Abs # 621: Molecular characterization of a predicted glycosyltransferase from Lycopersicon esculentum

Presenter:	Link, Bruce M, Bruce.Link@uconn.edu
Authors	Link, Bruce M (A)   Li, Xuemei  (A)   Verma, Rajeev  (A)   Reiter, Wolf-Dieter  (A)
Affiliations:	(A): University of Connecticut

The cell wall is a critical component of all higher plants and is composed of pectins, hemicelluloses, and cellulose. For most dicot and non-graminaceous monocot plants, the principal hemicellulose is xyloglucan (XyG), which has a β-(1->4)-D-glucan backbone similar to cellulose. In most XyGs, three consecutive glucose residues are substituted by D-xylose in an α-(1->6)-linkage leaving a fourth glucosyl residue unbranched. This structure is called XXXG in standard nomenclature.
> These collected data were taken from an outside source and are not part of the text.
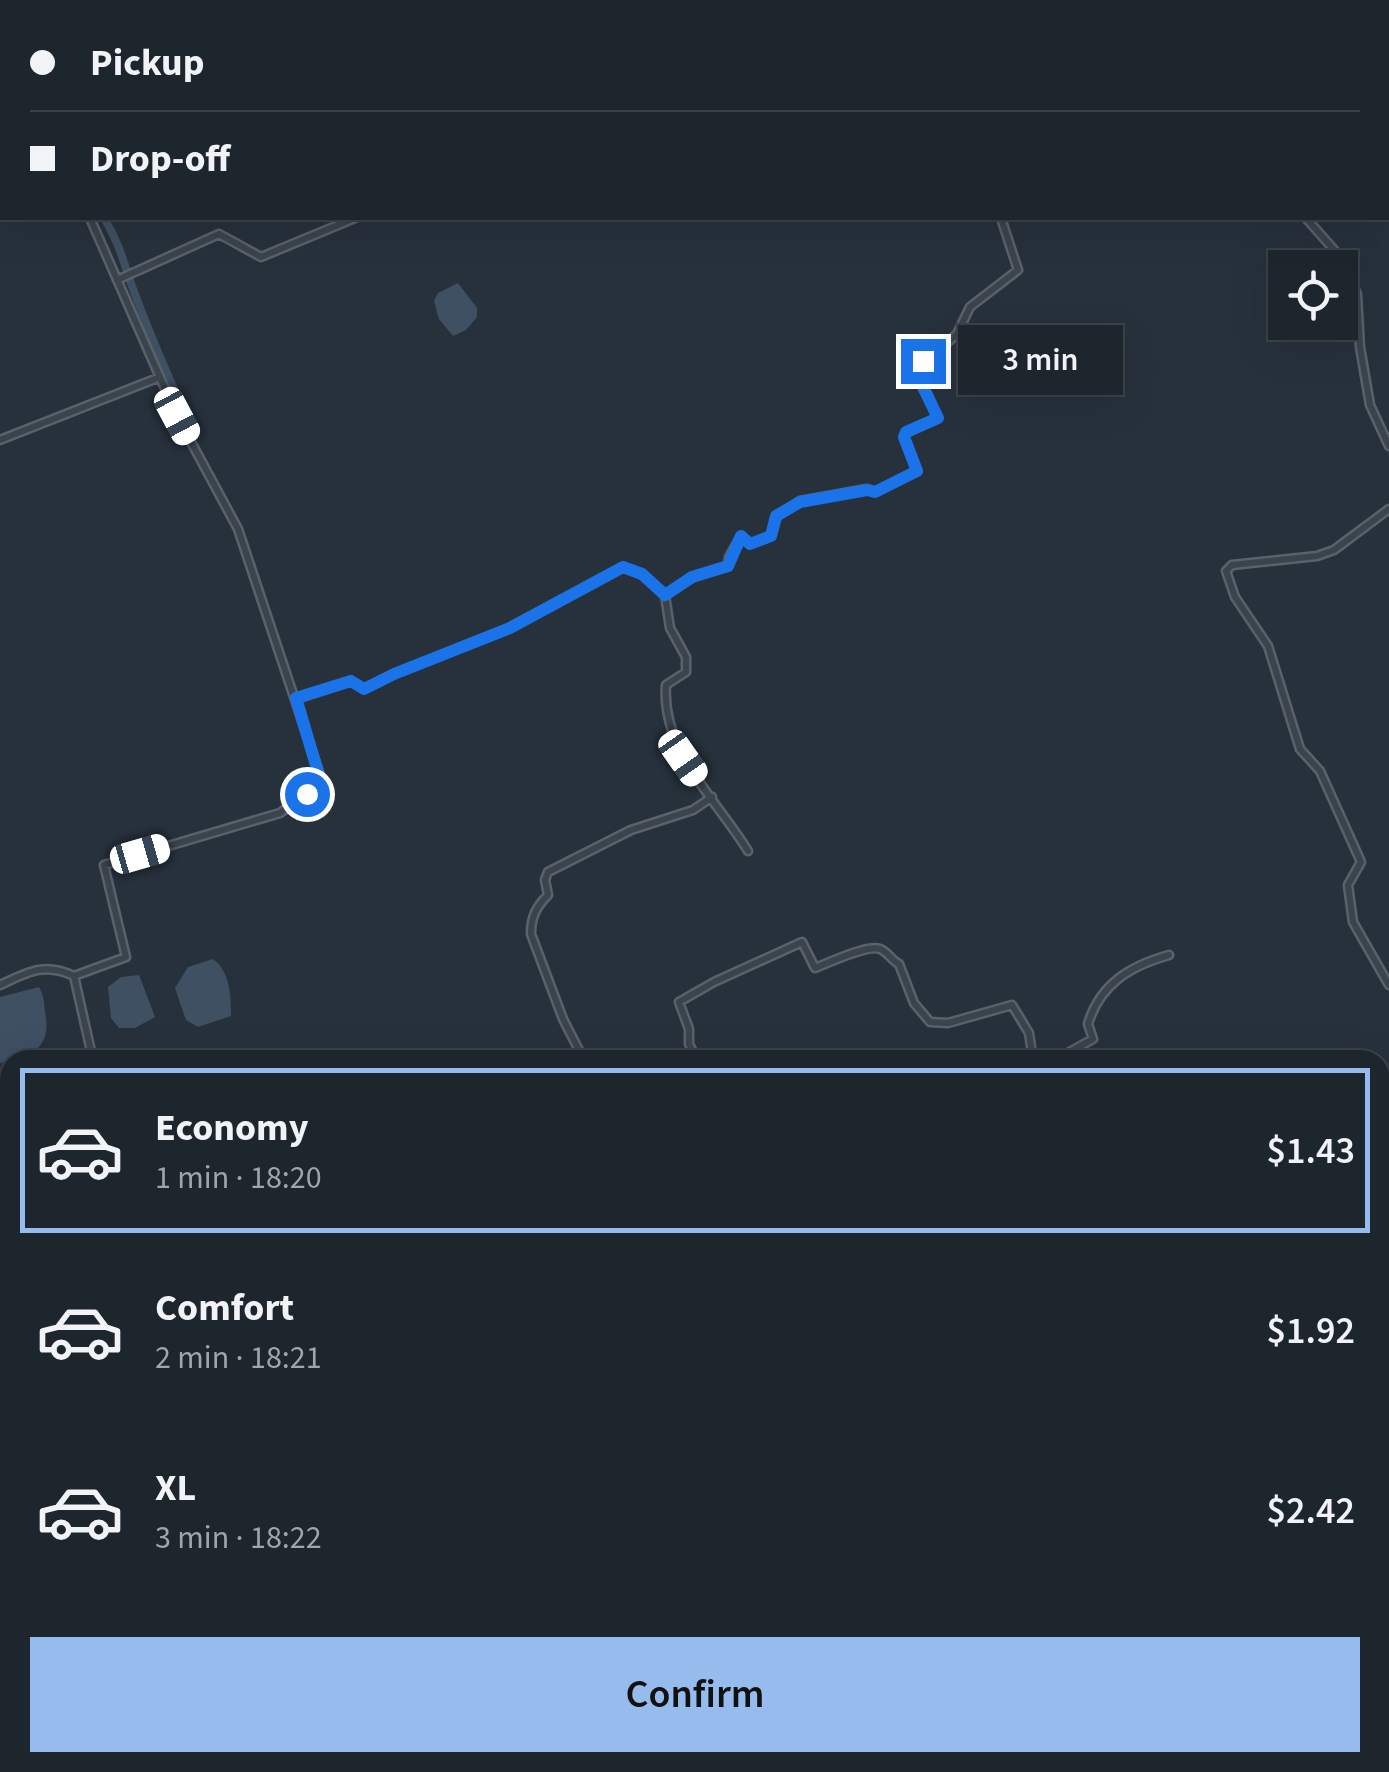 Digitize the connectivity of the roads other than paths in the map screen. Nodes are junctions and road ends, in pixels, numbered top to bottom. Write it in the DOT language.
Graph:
graph roads {
  1 [pos="91,220"];
  2 [pos="350,220"];
  3 [pos="1002,220"];
  4 [pos="1308,220"];
  5 [pos="121,279"];
  6 [pos="160,377"];
  7 [pos="0,440"];
  8 [pos="1389,446"];
  9 [pos="1389,509"];
  10 [pos="665,595"];
  11 [pos="296,698"];
  12 [pos="712,797"];
  13 [pos="748,852"];
  14 [pos="1169,955"];
  15 [pos="74,976"];
  16 [pos="0,985"];
  17 [pos="1389,985"];
  18 [pos="91,1050"];
  19 [pos="579,1050"];
  20 [pos="692,1050"];
  21 [pos="1032,1050"];
  22 [pos="1073,1050"];
  1 -- 5 [label="street"];
  2 -- 5 [label="street"];
  3 -- 10 [label="street"];
  4 -- 8 [label="street"];
  5 -- 6 [label="street"];
  6 -- 7 [label="street"];
  6 -- 11 [label="street"];
  9 -- 17 [label="street"];
  10 -- 11 [label="street"];
  10 -- 12 [label="street"];
  11 -- 15 [label="street"];
  12 -- 13 [label="street"];
  12 -- 19 [label="street"];
  14 -- 22 [label="street"];
  15 -- 16 [label="street"];
  15 -- 18 [label="street"];
  20 -- 21 [label="street"];
}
Recently we demonstrated that the MUR3 gene product of Arabidopsis thaliana attaches D-galactose to the last xylose residue within the XXXG repeat unit leading to the formation of XXLG building blocks. Solanaceous plants have a XyG structure that is different from other dicots primarily because of the absence of the third xylose residue, and the substitution of L-arabinose for D-galactose during modification of the XyG core structure. In an effort to identify a XyG-specific arabinosyltransferase we transformed mur3 Arabidopsis plants with the MUR3 homologue from tomato (LeGT1), and are currently analyzing XyGs from the cell walls of the transgenic plants to determine the function of this gene. In a complementary approach we are using protein expression systems to produce full length and truncated versions of LeGT1 for in vitro glycosyltransferase assays with mur3 xyloglucan as the substrate.